Pressão por negociação
A coordenadora do Comando Nacional e presidenta do Sindicato dos Bancários de São Paulo, Osasco e Região, Neiva Ribeiro, enfatizou a importância do movimento. Segundo ela, “não sairemos desta campanha sem a justa valorização dos bancários, que construíram o lucro de R$ 171 bilhões dos bancos em 2025”. Para a liderança sindical, a paralisação é um instrumento fundamental para forçar os banqueiros a apresentarem uma proposta concreta na próxima mesa de negociação.
Até o momento, o setor bancário não apresentou nenhuma proposta de índice de reajuste para a categoria. Uma nova reunião entre os representantes dos trabalhadores e os bancos está agendada para a próxima segunda-feira (24), na tentativa de avançar nas tratativas.

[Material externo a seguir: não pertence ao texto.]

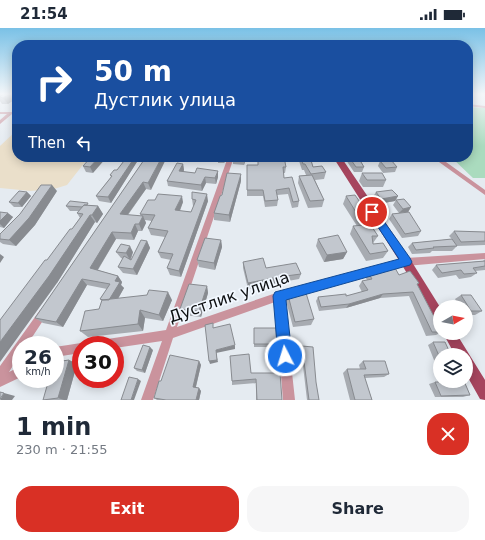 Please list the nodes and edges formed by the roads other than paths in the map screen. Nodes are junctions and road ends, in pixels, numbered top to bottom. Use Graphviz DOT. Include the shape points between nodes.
graph roads {
  1 [pos="0,113"];
  2 [pos="12,113"];
  3 [pos="12,114"];
  4 [pos="0,123"];
  5 [pos="229,162"];
  6 [pos="340,162"];
  7 [pos="442,162"];
  8 [pos="485,193"];
  9 [pos="485,256"];
  10 [pos="406,262"];
  11 [pos="279,296"];
  12 [pos="50,303"];
  13 [pos="433,306"];
  14 [pos="168,335"];
  15 [pos="124,342"];
  16 [pos="473,374"];
  17 [pos="0,375"];
  18 [pos="12,376"];
  19 [pos="0,382"];
  20 [pos="485,394"];
  21 [pos="147,400"];
  22 [pos="289,400"];
  1 -- 2 [label="street"];
  3 -- 4 [label="street"];
  5 -- 14 [label="street"];
  6 -- 10 [label="main road"];
  7 -- 8 [label="street"];
  9 -- 10 [label="street, Дустлик улица"];
  10 -- 11 [label="street, Дустлик улица"];
  10 -- 13 [label="main road"];
  11 -- 14 [label="street, Дустлик улица"];
  11 -- 22 [label="street"];
  12 -- 17 [label="street"];
  14 -- 15 [label="street, Дустлик улица"];
  14 -- 21 [label="street"];
  16 -- 20 [label="main road"];
  18 -- 19 [label="street"];
} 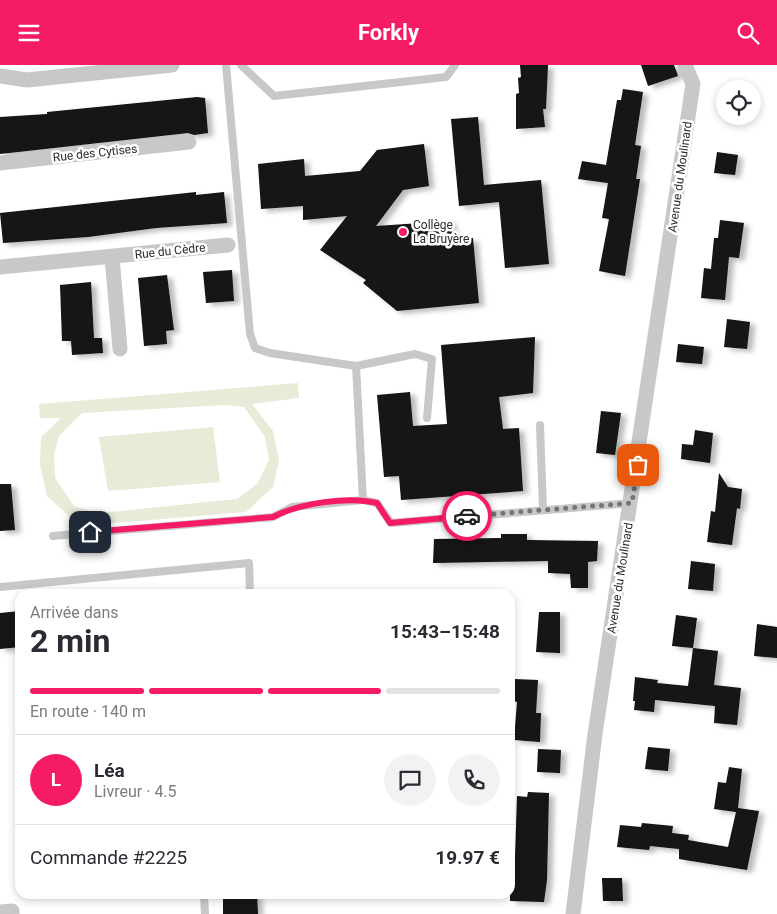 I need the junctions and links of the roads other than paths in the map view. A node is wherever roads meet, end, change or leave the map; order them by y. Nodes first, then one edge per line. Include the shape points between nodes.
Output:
1 (172, 65) edge
2 (226, 65) edge
3 (241, 65) edge
4 (455, 65) edge
5 (685, 65) edge
6 (0, 76) edge
7 (189, 142) dead end
8 (0, 163) edge
9 (228, 245) dead end
10 (112, 257) junction
11 (0, 267) edge
12 (120, 349) dead end
13 (356, 366) junction
14 (427, 418) dead end
15 (540, 425) dead end
16 (363, 500) junction
17 (632, 503) junction
18 (543, 509) junction
19 (53, 535) dead end
20 (0, 587) edge
21 (250, 589) edge
22 (204, 899) edge
23 (0, 912) edge
24 (12, 914) edge
25 (205, 914) edge
26 (573, 914) edge

1 - 6 street via 27,80
2 - 13 lane via 250,334 255,348
3 - 4 lane via 274,96 446,77
5 - 17 street, Avenue du Moulinard via 693,84
7 - 8 street, Rue des Cytises
9 - 10 street, Rue du Cèdre
10 - 11 street, Rue du Cèdre
10 - 12 street
13 - 14 lane via 415,354 432,359
13 - 16 lane
15 - 18 lane
16 - 18 lane via 377,503 390,523
16 - 19 lane via 292,507 273,517
17 - 18 lane
17 - 26 street, Avenue du Moulinard via 596,734
20 - 21 lane via 249,563
22 - 25 lane
23 - 24 street via 12,911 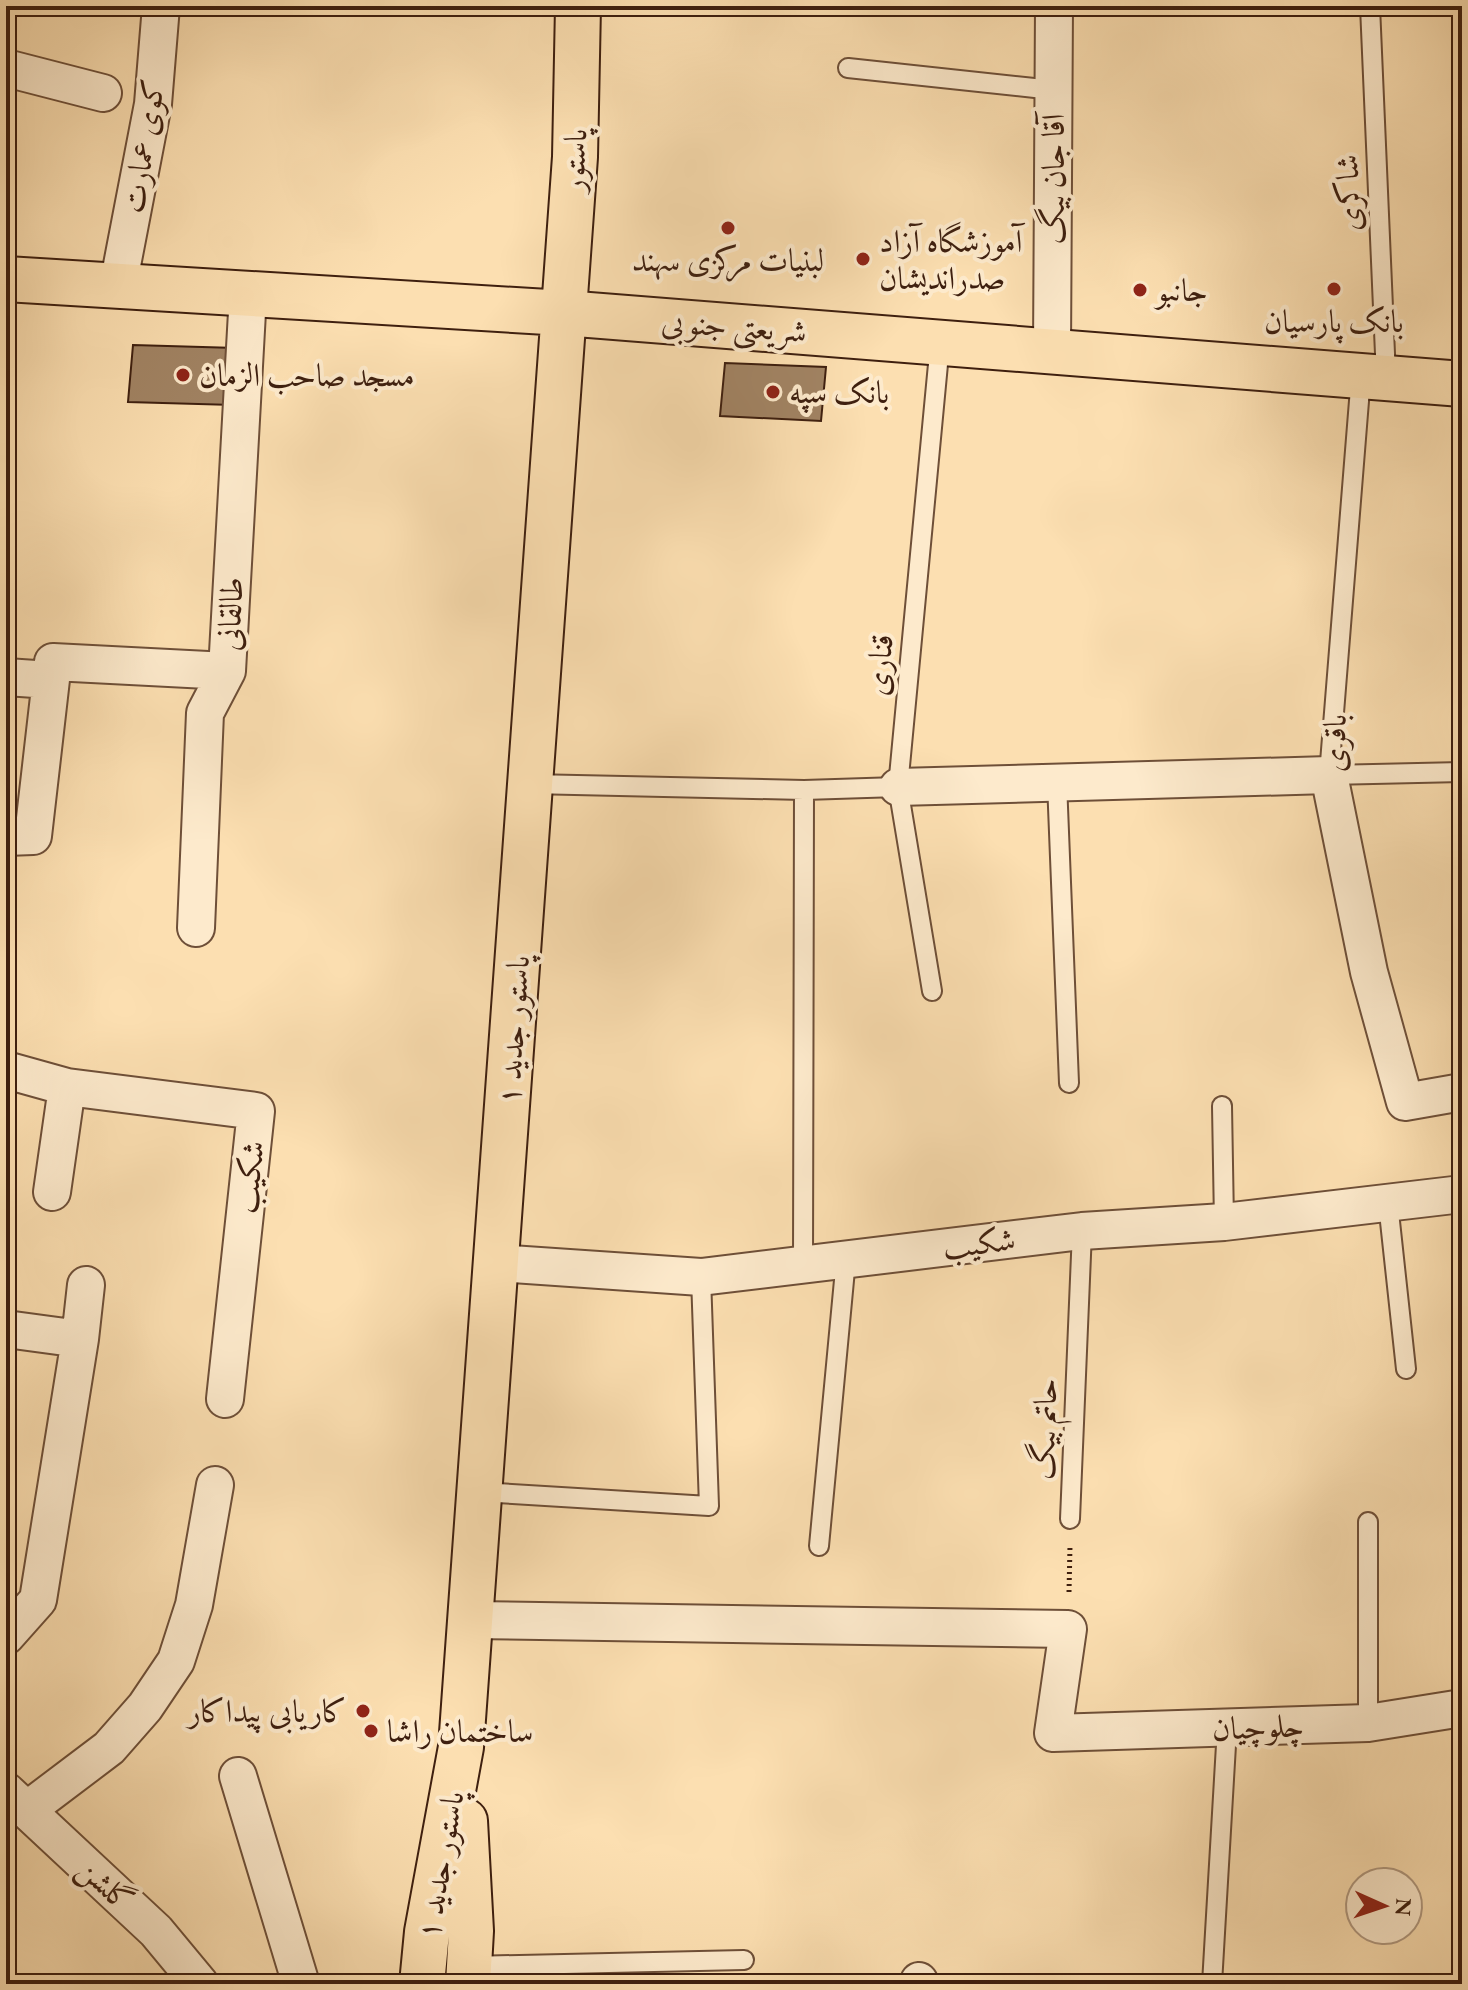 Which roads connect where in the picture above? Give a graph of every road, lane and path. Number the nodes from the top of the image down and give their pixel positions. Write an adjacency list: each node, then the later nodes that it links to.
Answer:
1 (161, 6): 10 (street, کوی عمارت)
2 (578, 6): 12 (main road, پاستور)
3 (1054, 6): 7 (street, آقا جان بیگ)
4 (1370, 6): 15 (lane, شاکری)
5 (6, 68): 8 (street)
6 (848, 68): 7 (lane)
7 (1053, 90): 14 (street, آقا جان بیگ)
8 (103, 93)
9 (6, 279): 10 (main road, شریعتی جنوبی)
10 (118, 286): 11 (main road, شریعتی جنوبی)
11 (248, 294): 12 (main road, شریعتی جنوبی); 17 (street, طالقانی)
12 (564, 313): 13 (main road, شریعتی جنوبی); 23 (main road, پاستور جدید ۱)
13 (940, 342): 14 (main road, شریعتی جنوبی); 24 (lane, قناری)
14 (1052, 351): 15 (main road, شریعتی جنوبی)
15 (1373, 376): 16 (main road, شریعتی جنوبی); 21 (lane, باقری)
16 (1462, 384)
17 (227, 671): 19 (street); 27 (street, طالقانی)
18 (6, 677): 19 (street)
19 (50, 680): 26 (street)
20 (1462, 772): 21 (lane)
21 (1329, 775): 22 (street); 32 (street, باقری)
22 (1057, 782): 24 (street); 30 (lane)
23 (530, 784): 25 (lane); 40 (main road, پاستور جدید ۱)
24 (898, 787): 25 (lane); 28 (lane, قناری)
25 (804, 790): 41 (lane)
26 (6, 837)
27 (196, 928)
28 (932, 991)
29 (6, 1070): 31 (street, شکیب)
30 (1069, 1083)
31 (67, 1087): 34 (street); 47 (street, شکیب)
32 (1462, 1092)
33 (1222, 1106): 37 (lane)
34 (52, 1192)
35 (1462, 1194): 36 (street, شکیب)
36 (1388, 1203): 37 (street, شکیب); 46 (lane)
37 (1224, 1222): 38 (street, شکیب)
38 (1082, 1231): 39 (street, شکیب); 50 (lane, حاتم بیگ)
39 (846, 1259): 41 (street, شکیب); 52 (lane)
40 (496, 1263): 42 (street, شکیب); 49 (main road, پاستور جدید ۱)
41 (803, 1265): 42 (street, شکیب)
42 (701, 1277): 49 (lane)
43 (86, 1285): 45 (street)
44 (6, 1329): 45 (street)
45 (80, 1339): 55 (street)
46 (1406, 1369)
47 (225, 1399)
48 (215, 1485): 61 (street)
49 (480, 1492): 53 (main road, پاستور جدید ۱)
50 (1070, 1519): 54 (path, حاتم بیگ)
51 (1368, 1522): 57 (lane)
52 (819, 1546)
53 (471, 1620): 54 (street); 59 (main road, پاستور جدید ۱)
54 (1068, 1629): 58 (street, چلوچیان)
55 (6, 1636)
56 (1462, 1708): 57 (street, چلوچیان)
57 (1368, 1723): 58 (street, چلوچیان)
58 (1227, 1728): 67 (lane)
59 (461, 1747): 63 (main road, پاستور جدید ۱); 66 (main road, پاستور جدید ۱)
60 (238, 1776): 65 (street)
61 (16, 1800): 64 (street, گلشن)
62 (744, 1960): 63 (lane)
63 (468, 1975)
64 (200, 1984)
65 (301, 1984)
66 (422, 1984)
67 (1212, 1984) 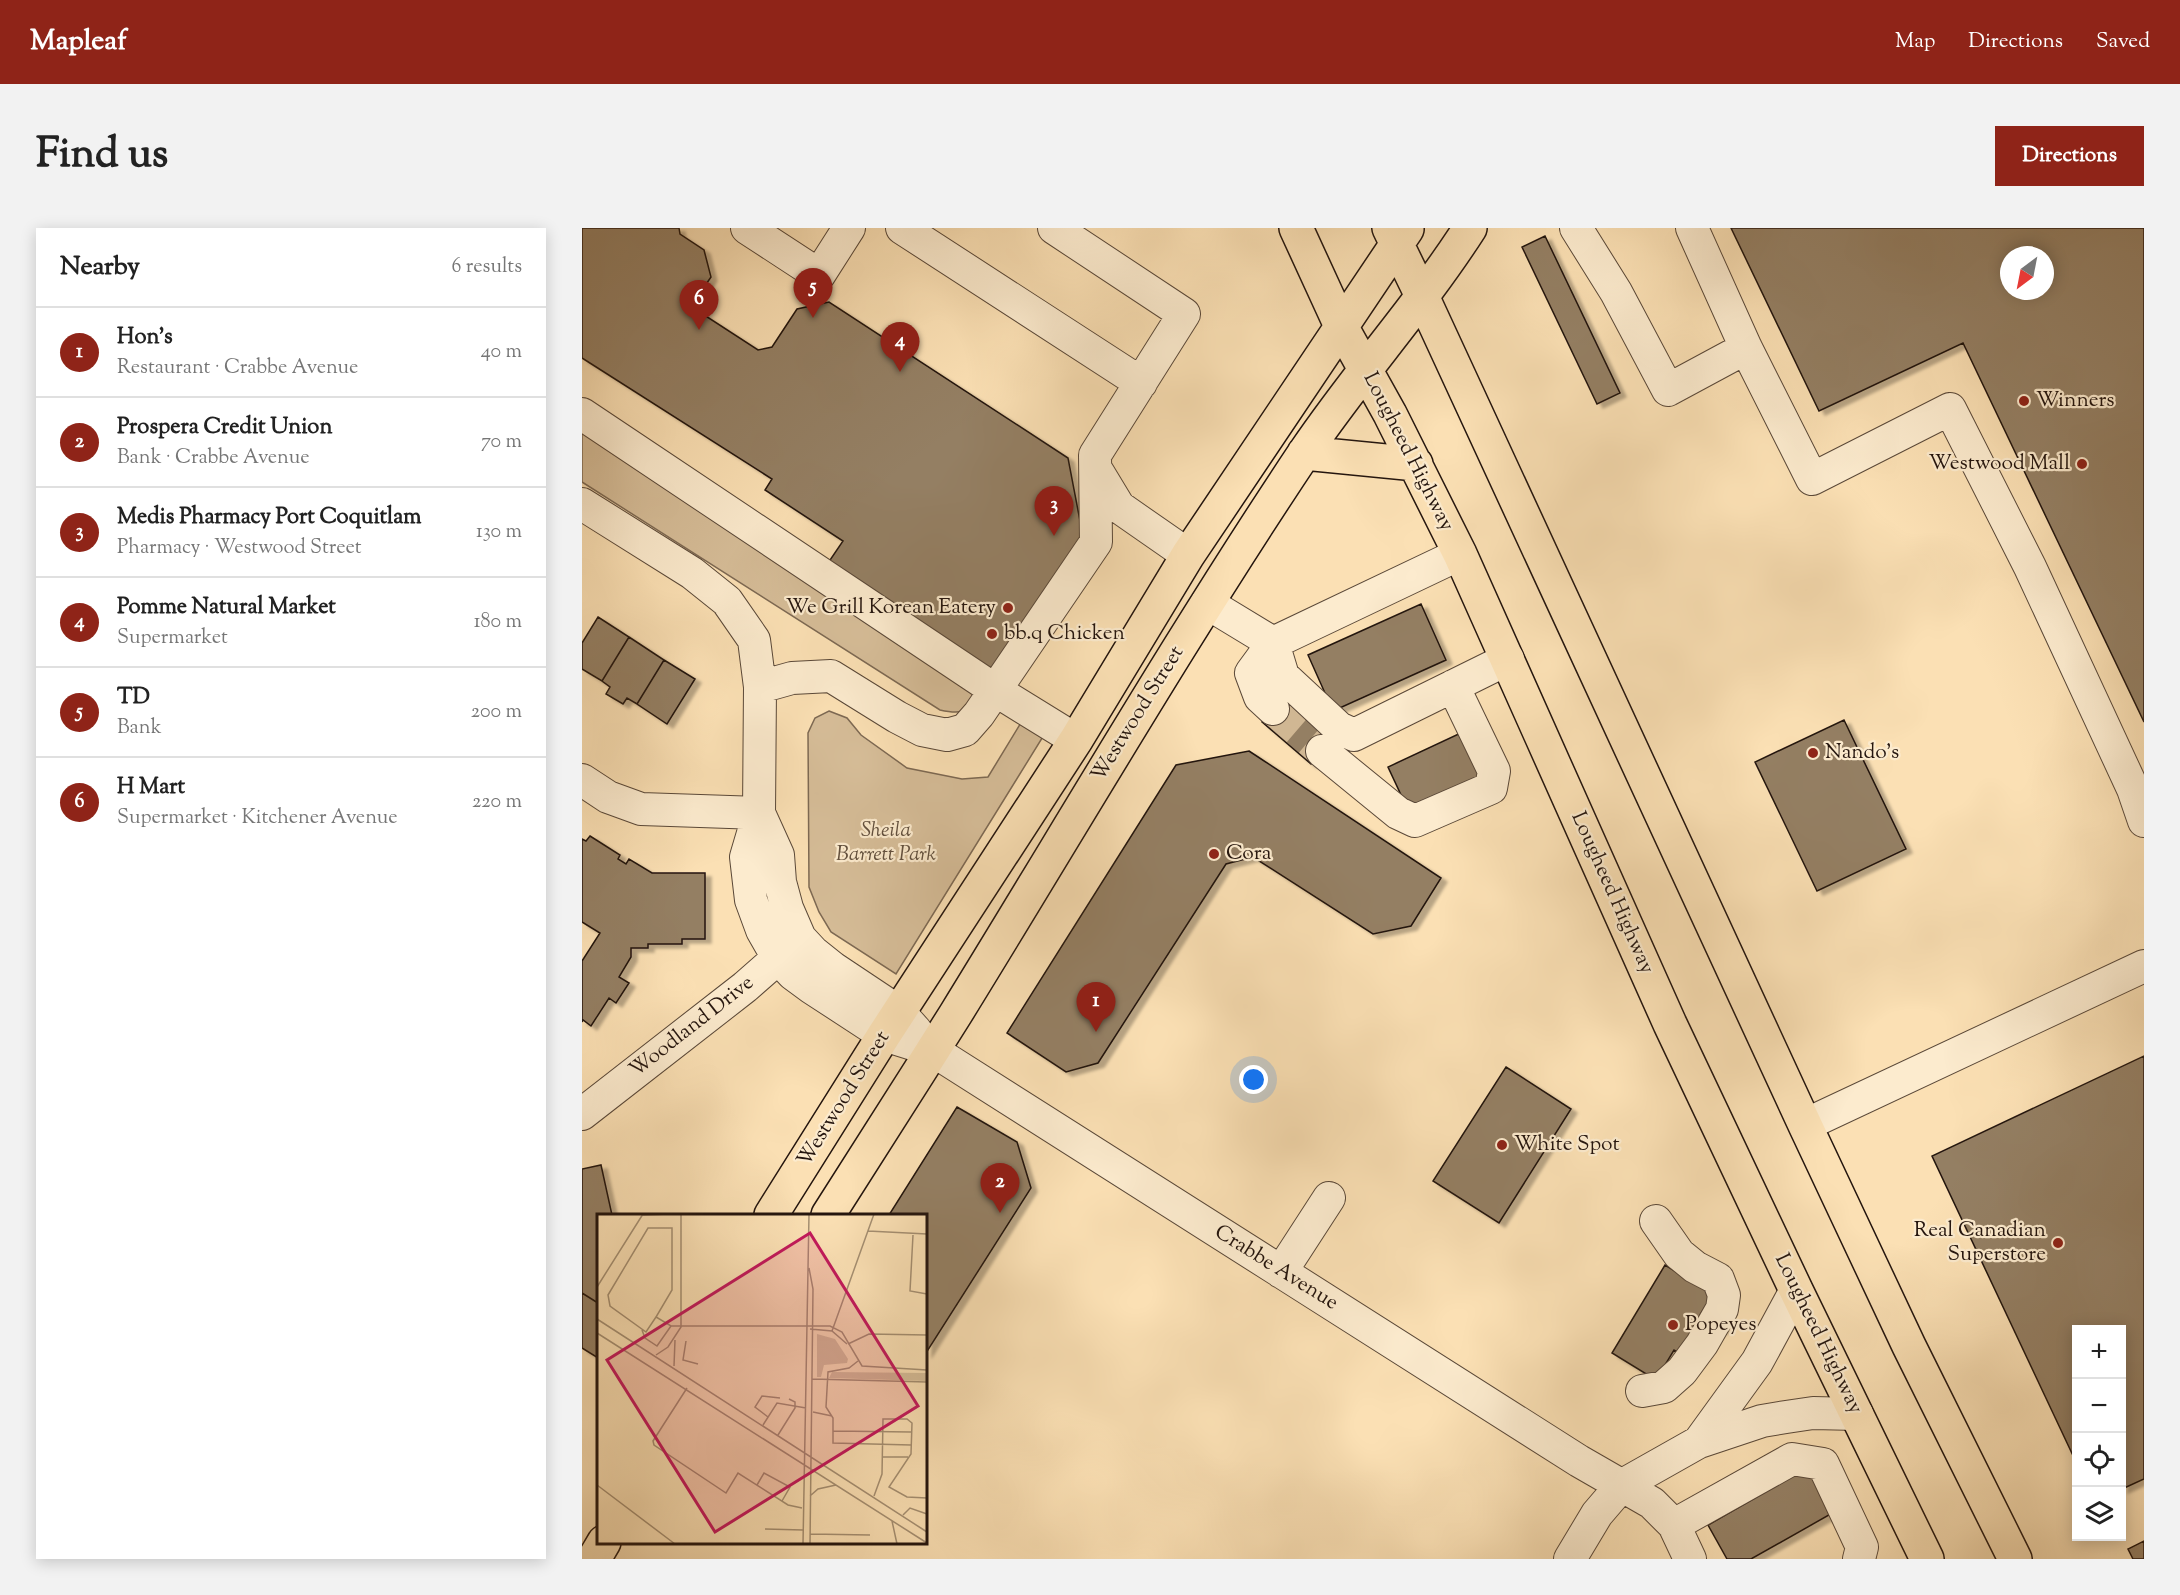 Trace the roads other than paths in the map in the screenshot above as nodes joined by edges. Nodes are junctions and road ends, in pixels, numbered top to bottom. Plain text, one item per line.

Dados do setor e disparidade
Os trabalhadores destacam a robustez financeira do setor. Em 2025, o patrimônio líquido dos bancos atingiu a marca de R$ 1,2 trilhão, com um lucro anual por empregado calculado em R$ 438 mil. O movimento sindical aponta uma queda significativa na distribuição de PLR ao longo das décadas: enquanto em 1995 os bancos privados distribuíam até 14% de PLR, em 2025 esse percentual caiu para uma média de 5,9%.
A mobilização busca reverter esse cenário de perda de benefícios e estagnação salarial. A expectativa é que a paralisação demonstre a força da categoria e a necessidade de uma redistribuição mais equitativa dos resultados alcançados pelas instituições financeiras. Até o fechamento desta reportagem, a Federação Brasileira de Bancos (Febraban) não havia se manifestado sobre as reivindicações ou a paralisação.